> **INSTRUCTIONS TO FOLLOW**:
The answer must consist of each line below that holds the word "highway", copied as it stands.

> **DATASET CONTENT**:
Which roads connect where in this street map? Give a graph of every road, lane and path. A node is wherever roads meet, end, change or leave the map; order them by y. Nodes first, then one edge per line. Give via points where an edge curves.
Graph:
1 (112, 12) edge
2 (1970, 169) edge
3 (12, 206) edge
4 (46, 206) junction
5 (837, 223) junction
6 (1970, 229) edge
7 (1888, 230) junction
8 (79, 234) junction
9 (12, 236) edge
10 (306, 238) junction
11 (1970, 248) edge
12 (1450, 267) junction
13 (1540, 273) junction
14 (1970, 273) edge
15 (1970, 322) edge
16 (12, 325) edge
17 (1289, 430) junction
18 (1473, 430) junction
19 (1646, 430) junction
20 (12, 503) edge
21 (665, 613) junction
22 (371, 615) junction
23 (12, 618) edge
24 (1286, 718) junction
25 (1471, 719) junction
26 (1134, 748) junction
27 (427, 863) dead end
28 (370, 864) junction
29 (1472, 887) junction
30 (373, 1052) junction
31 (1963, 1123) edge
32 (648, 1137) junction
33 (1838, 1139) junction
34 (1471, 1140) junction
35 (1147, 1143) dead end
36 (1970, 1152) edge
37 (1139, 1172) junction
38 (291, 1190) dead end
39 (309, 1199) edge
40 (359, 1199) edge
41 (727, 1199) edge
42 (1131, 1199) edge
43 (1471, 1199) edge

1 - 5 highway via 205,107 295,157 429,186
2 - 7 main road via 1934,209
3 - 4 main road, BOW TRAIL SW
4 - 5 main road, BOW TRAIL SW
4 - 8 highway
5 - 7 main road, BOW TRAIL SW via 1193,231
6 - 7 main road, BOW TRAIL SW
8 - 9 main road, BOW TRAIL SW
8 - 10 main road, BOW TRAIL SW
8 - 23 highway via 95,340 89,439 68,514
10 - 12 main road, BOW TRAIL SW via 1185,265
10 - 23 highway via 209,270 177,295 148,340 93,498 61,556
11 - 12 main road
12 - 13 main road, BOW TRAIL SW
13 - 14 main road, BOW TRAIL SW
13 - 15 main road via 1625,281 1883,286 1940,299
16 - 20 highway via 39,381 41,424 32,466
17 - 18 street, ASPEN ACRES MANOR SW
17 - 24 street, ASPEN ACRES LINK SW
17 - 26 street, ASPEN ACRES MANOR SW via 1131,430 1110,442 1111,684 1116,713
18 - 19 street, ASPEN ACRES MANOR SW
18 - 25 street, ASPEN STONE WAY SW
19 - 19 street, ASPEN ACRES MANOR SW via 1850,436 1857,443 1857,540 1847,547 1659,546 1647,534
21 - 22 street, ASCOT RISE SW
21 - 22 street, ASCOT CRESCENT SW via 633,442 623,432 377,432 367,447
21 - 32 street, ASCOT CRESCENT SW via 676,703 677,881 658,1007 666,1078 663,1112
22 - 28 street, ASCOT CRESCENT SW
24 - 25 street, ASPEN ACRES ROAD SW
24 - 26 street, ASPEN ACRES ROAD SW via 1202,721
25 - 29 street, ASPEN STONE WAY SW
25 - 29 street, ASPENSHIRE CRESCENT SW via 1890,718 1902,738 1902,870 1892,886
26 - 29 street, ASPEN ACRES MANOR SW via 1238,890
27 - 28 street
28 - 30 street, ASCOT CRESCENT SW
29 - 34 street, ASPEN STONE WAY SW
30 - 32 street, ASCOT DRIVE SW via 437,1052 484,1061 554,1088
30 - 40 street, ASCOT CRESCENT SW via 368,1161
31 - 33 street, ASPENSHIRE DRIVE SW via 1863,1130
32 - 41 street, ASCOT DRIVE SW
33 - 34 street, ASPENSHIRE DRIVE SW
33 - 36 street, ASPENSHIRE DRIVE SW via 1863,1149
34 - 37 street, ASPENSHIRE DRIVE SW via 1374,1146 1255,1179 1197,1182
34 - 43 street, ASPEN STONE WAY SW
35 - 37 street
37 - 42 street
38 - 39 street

> **EXERCISE SOLUTION**:
1 - 5 highway via 205,107 295,157 429,186
4 - 8 highway
8 - 23 highway via 95,340 89,439 68,514
10 - 23 highway via 209,270 177,295 148,340 93,498 61,556
16 - 20 highway via 39,381 41,424 32,466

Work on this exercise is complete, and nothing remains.